Anyone who decides to wear a mask should be able to do so without harassment or criticism from anyone.

Area schools will begin classes in about six weeks. While no one is suggesting a return to remote learning, masks and partitions must still be on the table.

“We are concerned,” Thompson said. “We would love to see the districts putting some incentives in place to encourage families to get (their) kids vaccinated.”

By early fall, children from ages 5 to 12 are likely to become eligible for inoculations.

Missourians have every right to be angry at this turn of events. Had state officials taken the virus more seriously from the beginning, a return to masks might have been avoided.

But Parson and his fellow travelers are now reaping what they have sown. Missouri’s full vaccination rate is under 40%, one of the worst rates in the nation and far below so-called herd immunity.

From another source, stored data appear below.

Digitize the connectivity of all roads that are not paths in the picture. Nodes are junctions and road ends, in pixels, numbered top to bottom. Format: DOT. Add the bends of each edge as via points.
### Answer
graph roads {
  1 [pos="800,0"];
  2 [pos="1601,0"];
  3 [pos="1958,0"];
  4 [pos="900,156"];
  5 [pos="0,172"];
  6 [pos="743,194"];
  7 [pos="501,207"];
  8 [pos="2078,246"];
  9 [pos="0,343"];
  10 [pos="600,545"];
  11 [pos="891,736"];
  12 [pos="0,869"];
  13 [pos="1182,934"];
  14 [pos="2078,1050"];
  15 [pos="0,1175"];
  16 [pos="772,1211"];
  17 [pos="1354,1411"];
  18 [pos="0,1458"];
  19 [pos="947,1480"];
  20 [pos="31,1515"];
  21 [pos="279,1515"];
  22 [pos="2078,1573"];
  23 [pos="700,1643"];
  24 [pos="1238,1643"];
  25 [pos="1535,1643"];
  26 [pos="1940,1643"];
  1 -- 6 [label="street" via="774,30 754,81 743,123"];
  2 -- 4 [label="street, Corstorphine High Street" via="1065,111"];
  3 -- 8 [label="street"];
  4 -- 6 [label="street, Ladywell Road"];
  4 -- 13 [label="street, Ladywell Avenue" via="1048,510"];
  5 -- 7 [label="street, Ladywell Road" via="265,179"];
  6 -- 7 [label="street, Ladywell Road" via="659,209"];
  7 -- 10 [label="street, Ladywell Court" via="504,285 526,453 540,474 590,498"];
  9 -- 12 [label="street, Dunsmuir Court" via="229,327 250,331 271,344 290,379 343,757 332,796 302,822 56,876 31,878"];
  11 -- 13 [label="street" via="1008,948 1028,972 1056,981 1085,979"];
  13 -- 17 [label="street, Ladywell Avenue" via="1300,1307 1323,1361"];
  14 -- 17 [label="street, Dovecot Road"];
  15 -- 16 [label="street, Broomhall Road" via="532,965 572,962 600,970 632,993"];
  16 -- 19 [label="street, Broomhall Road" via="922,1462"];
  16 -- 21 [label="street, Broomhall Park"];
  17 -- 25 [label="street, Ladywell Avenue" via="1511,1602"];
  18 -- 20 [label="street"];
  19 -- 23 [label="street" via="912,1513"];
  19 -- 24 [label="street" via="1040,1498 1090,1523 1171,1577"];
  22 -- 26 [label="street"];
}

Now the feds are sending help to the state. One hospital in Springfield, Mo. said it ran out of ventilators for its sickest patients.

Wednesday, Parson said the state can provide needed ventilators, and any shortage is a “management problem.”

He misses the point, yet again. The need for extra ventilators represents a failure. Stopping the disease before it starts is always better. That means shots, masks, and acting as if COVID still presents a danger, because it does.

He’s also panicking about federal efforts, but any outreach to convince more people to get their shots is the best way to return to normal.

On Monday, while Parson is visiting the world’s largest goose, in Maxie, Mo, more people in our state will die of COVID needlessly.